- TASK INSTRUCTIONS: Copy, from the material below, each line that contains the word "Eleno".
>>>
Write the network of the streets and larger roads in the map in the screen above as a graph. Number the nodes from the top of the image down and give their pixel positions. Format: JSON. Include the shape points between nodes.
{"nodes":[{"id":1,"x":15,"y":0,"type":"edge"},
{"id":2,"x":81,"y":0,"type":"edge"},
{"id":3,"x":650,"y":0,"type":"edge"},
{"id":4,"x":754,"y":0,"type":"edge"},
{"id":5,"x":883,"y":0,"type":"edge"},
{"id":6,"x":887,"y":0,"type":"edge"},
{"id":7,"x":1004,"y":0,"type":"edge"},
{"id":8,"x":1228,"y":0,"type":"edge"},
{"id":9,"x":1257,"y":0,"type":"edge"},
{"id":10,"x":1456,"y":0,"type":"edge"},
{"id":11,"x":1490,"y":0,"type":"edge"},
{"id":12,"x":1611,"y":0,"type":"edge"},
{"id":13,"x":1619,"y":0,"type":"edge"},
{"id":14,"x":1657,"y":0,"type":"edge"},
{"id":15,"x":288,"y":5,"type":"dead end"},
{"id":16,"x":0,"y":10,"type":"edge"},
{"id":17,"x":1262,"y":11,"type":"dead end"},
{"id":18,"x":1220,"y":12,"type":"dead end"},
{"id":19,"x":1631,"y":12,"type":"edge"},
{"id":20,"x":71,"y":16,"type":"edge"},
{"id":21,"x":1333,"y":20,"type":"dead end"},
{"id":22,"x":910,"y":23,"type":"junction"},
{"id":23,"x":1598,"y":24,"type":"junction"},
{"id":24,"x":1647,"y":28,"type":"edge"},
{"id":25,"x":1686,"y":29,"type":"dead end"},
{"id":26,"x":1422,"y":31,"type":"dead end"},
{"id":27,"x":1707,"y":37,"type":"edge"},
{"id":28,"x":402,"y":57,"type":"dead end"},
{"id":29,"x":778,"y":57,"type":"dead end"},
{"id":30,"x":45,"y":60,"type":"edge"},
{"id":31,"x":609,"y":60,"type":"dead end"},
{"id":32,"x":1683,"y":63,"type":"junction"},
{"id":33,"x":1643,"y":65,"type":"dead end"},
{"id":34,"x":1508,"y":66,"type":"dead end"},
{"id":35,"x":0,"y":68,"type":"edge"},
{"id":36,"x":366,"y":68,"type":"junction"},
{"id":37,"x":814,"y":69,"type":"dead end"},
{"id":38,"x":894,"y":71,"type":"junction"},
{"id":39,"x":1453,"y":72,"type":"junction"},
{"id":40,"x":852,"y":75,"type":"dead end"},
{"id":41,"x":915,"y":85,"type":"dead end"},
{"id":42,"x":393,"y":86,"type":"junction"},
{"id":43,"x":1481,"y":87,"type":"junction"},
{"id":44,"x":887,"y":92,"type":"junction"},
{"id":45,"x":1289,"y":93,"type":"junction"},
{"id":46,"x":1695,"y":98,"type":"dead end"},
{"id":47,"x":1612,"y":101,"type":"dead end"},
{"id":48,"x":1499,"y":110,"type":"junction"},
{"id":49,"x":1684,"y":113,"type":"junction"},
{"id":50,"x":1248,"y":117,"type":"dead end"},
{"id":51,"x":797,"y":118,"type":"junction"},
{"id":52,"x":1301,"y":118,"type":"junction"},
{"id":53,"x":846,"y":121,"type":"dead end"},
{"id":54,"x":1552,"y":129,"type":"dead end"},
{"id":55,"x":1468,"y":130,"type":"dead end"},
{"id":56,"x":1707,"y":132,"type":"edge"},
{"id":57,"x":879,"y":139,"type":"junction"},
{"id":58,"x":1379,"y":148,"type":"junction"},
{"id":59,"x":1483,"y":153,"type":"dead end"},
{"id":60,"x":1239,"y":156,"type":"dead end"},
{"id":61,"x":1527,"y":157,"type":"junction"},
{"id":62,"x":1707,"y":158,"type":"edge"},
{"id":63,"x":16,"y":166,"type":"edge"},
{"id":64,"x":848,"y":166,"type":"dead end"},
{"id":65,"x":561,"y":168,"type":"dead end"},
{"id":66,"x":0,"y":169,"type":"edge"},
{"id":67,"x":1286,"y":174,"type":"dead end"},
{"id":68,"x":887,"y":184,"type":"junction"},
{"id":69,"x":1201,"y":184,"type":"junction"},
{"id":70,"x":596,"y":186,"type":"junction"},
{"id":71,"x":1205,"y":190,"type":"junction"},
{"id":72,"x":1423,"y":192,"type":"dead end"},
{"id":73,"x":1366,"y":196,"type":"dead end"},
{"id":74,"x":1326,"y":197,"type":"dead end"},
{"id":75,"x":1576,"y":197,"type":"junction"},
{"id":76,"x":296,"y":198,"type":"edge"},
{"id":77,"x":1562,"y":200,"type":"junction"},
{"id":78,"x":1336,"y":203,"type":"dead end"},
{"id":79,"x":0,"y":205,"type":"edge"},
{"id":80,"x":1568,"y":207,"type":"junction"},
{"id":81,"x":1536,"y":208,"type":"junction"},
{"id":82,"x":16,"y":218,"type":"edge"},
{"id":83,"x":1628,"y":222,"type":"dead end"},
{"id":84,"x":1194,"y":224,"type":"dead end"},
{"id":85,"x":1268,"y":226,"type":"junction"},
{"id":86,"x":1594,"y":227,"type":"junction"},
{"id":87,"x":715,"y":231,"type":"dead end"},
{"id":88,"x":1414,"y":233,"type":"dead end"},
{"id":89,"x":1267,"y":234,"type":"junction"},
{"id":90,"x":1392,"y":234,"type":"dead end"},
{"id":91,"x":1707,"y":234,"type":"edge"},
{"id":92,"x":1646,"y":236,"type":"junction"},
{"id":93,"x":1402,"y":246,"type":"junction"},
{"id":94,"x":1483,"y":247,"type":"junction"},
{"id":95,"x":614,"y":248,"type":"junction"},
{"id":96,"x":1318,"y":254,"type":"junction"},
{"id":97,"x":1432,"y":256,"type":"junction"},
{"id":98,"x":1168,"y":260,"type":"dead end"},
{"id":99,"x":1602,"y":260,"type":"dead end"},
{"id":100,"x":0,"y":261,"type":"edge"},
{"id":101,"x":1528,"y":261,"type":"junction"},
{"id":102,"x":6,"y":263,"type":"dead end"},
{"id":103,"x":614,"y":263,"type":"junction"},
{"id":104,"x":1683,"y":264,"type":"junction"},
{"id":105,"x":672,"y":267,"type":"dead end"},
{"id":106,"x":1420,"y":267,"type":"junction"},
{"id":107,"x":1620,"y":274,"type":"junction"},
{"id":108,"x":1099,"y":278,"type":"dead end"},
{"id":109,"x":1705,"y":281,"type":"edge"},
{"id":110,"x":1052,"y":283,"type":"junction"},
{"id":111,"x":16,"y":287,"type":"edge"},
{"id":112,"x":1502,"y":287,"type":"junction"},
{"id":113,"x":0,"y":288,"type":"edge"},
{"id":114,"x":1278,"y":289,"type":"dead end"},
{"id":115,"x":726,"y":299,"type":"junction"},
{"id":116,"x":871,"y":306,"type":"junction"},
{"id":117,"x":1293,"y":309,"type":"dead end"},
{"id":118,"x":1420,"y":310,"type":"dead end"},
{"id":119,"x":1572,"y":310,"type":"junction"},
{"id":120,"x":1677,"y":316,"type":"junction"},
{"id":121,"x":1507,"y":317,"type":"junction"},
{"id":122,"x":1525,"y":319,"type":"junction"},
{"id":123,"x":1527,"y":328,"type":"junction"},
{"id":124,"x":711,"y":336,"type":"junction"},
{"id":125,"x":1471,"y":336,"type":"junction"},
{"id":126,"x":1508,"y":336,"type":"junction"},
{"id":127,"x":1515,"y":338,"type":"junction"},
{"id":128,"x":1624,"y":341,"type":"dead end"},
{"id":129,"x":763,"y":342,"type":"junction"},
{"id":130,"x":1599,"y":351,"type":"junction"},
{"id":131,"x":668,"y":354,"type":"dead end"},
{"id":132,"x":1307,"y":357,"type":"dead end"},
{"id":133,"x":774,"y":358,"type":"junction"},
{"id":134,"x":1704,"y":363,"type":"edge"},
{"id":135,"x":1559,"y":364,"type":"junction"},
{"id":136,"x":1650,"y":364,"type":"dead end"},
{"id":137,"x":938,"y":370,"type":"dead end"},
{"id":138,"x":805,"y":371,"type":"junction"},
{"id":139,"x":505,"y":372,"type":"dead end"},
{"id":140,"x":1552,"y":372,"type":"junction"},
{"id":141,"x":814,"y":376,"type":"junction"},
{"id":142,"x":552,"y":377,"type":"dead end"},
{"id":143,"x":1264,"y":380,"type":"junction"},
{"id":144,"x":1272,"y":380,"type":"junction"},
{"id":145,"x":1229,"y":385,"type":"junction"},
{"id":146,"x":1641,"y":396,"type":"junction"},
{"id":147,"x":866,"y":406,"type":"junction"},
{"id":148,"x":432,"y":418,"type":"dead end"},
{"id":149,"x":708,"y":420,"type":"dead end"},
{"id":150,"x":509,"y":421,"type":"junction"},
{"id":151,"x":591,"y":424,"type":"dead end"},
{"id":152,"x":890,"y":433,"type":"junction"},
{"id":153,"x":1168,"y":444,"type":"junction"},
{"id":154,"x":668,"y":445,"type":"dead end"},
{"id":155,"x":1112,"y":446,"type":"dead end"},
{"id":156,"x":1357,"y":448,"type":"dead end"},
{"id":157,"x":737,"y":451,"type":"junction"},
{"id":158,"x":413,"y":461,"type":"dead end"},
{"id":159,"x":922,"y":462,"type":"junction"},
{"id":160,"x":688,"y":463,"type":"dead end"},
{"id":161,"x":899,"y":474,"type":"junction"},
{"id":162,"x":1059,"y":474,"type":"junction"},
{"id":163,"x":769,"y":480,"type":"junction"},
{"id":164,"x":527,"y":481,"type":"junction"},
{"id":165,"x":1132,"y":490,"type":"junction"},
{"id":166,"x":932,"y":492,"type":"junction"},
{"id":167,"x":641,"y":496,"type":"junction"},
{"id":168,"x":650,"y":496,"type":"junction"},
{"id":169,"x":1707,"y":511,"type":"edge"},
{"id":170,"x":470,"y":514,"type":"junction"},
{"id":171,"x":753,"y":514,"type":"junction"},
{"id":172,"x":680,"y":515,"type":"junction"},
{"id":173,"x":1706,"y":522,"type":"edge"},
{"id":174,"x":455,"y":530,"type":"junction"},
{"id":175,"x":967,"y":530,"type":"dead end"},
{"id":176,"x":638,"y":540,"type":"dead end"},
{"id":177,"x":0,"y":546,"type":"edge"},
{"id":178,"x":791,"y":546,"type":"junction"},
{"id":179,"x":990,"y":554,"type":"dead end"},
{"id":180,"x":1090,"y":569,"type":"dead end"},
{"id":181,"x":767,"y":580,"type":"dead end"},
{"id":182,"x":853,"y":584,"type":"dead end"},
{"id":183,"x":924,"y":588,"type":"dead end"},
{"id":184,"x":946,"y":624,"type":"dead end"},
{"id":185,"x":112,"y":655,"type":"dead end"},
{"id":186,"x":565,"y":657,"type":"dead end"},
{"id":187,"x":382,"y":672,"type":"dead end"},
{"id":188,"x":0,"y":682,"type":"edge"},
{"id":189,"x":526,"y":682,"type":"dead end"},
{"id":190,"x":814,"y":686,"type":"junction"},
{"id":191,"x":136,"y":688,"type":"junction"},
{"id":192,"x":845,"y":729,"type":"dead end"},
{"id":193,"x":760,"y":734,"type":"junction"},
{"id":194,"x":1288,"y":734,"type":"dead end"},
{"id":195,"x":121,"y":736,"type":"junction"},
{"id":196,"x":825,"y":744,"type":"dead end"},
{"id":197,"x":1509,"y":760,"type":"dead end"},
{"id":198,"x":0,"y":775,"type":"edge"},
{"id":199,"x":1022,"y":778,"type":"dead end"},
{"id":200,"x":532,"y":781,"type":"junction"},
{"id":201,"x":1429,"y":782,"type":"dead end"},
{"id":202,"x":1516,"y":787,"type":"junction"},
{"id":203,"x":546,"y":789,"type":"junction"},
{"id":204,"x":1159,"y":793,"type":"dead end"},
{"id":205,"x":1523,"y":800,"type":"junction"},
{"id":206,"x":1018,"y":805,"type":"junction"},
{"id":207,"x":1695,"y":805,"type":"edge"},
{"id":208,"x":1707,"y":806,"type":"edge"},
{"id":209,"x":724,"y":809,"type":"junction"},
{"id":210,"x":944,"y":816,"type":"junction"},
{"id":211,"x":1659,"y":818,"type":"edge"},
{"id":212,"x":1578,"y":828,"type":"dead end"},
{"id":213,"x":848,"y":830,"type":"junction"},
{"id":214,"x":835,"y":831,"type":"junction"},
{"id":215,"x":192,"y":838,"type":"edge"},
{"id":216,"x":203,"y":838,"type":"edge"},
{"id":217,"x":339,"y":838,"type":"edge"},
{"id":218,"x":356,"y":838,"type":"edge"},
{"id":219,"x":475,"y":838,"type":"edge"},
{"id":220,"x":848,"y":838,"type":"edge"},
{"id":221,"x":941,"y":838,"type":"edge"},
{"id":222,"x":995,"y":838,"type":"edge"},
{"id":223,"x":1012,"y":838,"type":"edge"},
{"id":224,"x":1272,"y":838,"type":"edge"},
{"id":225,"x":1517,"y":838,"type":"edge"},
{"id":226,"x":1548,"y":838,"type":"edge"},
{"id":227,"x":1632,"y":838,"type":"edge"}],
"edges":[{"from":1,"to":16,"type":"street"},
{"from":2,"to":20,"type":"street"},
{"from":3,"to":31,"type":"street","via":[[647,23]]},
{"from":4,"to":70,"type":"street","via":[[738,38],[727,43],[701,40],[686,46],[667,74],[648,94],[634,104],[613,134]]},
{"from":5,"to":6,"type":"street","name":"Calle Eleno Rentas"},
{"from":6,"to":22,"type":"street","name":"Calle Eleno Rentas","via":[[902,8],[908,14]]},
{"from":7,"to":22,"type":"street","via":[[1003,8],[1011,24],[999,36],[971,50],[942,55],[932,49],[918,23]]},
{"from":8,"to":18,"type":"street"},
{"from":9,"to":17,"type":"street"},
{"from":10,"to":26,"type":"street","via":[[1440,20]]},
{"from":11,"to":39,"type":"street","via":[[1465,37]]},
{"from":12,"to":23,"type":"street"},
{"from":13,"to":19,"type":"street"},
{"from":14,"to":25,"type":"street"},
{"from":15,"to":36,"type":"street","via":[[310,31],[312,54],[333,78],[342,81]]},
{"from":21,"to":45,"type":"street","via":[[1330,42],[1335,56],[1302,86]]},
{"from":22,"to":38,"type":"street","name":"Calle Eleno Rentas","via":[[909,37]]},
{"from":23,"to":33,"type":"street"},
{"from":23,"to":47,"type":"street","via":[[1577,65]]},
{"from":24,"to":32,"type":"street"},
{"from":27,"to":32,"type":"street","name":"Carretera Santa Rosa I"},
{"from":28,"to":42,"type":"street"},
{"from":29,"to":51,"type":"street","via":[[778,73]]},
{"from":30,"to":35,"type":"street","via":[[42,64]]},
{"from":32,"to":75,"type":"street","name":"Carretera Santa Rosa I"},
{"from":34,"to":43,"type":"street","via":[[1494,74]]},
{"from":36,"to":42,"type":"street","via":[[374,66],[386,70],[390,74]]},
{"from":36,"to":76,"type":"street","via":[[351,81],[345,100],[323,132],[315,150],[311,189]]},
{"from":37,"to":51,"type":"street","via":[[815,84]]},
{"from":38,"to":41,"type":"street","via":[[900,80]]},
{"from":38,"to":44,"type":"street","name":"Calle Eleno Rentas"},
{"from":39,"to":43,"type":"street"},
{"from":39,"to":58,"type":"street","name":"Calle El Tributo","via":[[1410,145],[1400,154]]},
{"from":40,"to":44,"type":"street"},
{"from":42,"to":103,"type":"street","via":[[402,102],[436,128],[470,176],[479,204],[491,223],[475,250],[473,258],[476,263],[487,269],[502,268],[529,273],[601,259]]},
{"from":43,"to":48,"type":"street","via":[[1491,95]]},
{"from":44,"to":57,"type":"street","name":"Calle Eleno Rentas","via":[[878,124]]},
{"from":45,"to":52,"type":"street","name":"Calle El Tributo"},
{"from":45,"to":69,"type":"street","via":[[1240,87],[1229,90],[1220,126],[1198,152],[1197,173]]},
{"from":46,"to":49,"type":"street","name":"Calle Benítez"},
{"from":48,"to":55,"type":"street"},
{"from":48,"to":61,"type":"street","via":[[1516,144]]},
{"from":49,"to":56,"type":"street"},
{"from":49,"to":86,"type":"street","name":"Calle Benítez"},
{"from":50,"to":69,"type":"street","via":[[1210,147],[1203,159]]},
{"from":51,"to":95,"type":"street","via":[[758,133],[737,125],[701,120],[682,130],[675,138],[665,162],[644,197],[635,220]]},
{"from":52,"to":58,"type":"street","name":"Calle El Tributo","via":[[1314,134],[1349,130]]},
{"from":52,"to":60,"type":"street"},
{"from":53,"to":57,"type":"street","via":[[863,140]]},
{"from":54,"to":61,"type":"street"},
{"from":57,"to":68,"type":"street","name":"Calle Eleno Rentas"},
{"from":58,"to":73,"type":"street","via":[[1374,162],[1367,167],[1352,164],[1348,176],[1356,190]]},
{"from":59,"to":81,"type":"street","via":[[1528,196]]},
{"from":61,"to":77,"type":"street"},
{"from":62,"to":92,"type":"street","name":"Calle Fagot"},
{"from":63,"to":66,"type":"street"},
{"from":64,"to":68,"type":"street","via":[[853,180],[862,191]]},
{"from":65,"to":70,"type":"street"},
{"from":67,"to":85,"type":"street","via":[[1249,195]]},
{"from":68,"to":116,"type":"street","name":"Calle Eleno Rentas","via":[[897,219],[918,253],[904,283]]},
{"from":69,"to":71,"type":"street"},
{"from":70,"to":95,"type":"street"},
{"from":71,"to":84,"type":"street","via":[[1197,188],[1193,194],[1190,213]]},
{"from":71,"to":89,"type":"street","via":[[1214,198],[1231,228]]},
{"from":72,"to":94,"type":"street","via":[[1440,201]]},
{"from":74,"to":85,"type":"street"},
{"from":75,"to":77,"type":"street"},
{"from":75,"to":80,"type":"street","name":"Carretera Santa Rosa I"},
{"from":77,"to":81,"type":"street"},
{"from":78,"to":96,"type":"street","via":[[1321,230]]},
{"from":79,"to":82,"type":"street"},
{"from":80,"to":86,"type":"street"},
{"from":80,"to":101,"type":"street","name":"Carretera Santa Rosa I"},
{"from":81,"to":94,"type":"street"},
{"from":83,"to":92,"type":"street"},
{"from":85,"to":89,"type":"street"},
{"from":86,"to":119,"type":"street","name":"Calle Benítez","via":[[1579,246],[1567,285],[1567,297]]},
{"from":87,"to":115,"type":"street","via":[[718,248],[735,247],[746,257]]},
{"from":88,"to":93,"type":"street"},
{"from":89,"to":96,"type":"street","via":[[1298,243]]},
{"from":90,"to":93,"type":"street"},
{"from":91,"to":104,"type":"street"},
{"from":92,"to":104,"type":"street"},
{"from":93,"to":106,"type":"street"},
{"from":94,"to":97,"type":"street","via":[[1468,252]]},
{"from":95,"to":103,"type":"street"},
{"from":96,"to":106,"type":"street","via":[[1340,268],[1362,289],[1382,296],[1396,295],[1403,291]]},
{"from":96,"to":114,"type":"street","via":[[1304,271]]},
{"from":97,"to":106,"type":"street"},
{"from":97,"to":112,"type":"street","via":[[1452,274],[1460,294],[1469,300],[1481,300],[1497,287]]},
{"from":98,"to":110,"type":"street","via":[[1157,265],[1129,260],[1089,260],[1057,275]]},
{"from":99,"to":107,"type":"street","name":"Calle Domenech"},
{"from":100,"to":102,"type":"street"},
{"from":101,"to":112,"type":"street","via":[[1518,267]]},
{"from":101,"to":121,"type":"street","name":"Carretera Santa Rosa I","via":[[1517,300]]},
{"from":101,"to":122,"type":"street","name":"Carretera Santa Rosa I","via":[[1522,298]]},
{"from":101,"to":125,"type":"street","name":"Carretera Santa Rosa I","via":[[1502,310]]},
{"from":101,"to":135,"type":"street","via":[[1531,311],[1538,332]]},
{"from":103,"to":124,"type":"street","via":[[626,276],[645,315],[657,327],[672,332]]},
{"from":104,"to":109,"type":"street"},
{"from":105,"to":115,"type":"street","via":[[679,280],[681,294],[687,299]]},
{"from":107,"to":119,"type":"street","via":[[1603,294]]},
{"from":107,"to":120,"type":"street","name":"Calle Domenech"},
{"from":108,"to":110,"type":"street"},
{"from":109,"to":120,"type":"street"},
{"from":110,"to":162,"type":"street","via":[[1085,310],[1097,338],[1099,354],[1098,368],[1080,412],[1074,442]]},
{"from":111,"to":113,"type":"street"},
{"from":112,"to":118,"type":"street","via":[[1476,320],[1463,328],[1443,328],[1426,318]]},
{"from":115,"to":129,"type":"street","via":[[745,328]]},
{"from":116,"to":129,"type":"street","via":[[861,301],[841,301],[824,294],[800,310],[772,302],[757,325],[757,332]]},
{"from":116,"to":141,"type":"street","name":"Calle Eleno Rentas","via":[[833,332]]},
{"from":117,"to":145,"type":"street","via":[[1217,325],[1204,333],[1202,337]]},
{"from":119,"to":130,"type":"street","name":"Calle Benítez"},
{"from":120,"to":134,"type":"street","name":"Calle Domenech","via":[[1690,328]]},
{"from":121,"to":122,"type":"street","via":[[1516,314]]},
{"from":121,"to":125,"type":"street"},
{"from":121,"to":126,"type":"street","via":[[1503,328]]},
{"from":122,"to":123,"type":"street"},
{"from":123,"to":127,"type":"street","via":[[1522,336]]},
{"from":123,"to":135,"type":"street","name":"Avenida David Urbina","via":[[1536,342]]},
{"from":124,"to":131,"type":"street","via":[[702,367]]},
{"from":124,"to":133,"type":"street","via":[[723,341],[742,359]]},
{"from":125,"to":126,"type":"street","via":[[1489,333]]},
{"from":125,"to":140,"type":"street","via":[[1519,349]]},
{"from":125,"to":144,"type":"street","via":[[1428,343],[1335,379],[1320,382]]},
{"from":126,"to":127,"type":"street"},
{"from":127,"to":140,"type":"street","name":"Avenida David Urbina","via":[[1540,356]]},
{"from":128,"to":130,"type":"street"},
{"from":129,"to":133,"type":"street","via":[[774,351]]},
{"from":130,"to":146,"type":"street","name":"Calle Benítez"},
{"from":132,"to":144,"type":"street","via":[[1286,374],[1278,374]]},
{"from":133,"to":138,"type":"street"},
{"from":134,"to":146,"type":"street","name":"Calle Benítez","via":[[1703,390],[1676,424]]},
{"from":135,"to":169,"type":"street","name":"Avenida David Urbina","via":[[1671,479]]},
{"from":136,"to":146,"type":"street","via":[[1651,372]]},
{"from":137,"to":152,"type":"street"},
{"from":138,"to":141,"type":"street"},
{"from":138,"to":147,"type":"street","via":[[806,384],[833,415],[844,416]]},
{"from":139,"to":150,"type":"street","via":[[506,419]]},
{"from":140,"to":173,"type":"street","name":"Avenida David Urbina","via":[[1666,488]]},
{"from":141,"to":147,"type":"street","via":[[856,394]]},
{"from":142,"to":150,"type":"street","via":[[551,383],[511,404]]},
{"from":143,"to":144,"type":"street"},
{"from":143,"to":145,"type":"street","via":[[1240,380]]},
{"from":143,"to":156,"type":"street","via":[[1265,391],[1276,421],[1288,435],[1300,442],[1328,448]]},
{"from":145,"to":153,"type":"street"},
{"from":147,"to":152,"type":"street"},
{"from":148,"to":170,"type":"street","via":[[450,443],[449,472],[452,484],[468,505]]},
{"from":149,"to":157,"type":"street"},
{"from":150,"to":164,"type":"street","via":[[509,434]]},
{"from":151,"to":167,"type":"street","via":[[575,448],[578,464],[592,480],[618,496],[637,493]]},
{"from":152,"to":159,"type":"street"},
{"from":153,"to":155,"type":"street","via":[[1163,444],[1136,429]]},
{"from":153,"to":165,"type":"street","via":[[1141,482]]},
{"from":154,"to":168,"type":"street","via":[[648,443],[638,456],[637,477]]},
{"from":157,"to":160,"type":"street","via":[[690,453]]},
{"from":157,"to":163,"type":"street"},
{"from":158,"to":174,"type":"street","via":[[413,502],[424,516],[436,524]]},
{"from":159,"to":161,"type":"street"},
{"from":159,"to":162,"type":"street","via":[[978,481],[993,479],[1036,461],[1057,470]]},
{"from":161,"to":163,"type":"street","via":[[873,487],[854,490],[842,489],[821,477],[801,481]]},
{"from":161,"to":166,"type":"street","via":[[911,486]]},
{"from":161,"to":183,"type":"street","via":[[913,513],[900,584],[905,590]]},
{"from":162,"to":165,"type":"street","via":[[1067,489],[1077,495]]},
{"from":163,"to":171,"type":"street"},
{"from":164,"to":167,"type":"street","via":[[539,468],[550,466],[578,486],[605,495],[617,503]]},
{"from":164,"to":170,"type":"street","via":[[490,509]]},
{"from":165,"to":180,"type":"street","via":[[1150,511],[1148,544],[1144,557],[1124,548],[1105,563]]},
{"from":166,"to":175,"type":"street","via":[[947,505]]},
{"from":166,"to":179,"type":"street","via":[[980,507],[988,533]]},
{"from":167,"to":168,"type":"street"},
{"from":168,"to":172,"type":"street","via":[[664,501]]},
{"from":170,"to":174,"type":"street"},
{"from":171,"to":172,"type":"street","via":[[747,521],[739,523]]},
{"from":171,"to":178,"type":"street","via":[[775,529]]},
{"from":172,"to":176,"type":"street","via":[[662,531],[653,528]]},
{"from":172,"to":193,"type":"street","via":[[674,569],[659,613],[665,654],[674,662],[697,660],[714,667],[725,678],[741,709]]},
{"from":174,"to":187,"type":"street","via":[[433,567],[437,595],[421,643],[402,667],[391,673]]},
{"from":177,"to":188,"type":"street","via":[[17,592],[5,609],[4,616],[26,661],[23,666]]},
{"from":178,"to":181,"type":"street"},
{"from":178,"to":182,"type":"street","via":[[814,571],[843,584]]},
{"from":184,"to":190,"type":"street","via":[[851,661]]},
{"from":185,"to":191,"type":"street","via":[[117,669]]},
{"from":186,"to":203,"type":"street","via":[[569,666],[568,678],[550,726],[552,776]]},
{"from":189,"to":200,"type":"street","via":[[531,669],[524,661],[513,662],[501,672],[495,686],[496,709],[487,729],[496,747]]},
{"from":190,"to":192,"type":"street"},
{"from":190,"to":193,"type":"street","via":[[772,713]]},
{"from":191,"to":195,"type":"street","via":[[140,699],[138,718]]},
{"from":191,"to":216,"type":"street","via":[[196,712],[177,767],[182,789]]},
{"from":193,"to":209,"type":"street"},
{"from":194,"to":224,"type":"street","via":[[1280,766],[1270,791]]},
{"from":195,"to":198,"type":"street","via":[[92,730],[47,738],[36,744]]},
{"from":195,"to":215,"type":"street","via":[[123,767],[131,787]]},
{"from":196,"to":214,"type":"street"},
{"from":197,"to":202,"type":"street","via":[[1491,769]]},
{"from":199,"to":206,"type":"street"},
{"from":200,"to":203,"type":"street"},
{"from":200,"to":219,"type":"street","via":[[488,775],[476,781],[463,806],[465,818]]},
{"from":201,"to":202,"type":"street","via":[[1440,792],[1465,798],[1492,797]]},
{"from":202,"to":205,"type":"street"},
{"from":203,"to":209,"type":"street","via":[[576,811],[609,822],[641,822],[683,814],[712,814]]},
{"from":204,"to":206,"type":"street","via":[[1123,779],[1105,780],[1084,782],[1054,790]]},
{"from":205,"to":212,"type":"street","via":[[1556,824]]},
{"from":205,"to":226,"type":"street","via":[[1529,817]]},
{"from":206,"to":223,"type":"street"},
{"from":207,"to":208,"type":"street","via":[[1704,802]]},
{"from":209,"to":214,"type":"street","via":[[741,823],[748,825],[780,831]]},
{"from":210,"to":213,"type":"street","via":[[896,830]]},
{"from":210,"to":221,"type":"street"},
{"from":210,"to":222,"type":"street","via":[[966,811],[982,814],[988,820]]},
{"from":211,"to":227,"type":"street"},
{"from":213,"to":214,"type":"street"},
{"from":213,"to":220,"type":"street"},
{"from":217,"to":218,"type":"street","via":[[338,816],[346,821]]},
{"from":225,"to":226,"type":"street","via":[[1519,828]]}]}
<<<
- FINAL ANSWER:
{"from":5,"to":6,"type":"street","name":"Calle Eleno Rentas"},
{"from":6,"to":22,"type":"street","name":"Calle Eleno Rentas","via":[[902,8],[908,14]]},
{"from":22,"to":38,"type":"street","name":"Calle Eleno Rentas","via":[[909,37]]},
{"from":38,"to":44,"type":"street","name":"Calle Eleno Rentas"},
{"from":44,"to":57,"type":"street","name":"Calle Eleno Rentas","via":[[878,124]]},
{"from":57,"to":68,"type":"street","name":"Calle Eleno Rentas"},
{"from":68,"to":116,"type":"street","name":"Calle Eleno Rentas","via":[[897,219],[918,253],[904,283]]},
{"from":116,"to":141,"type":"street","name":"Calle Eleno Rentas","via":[[833,332]]},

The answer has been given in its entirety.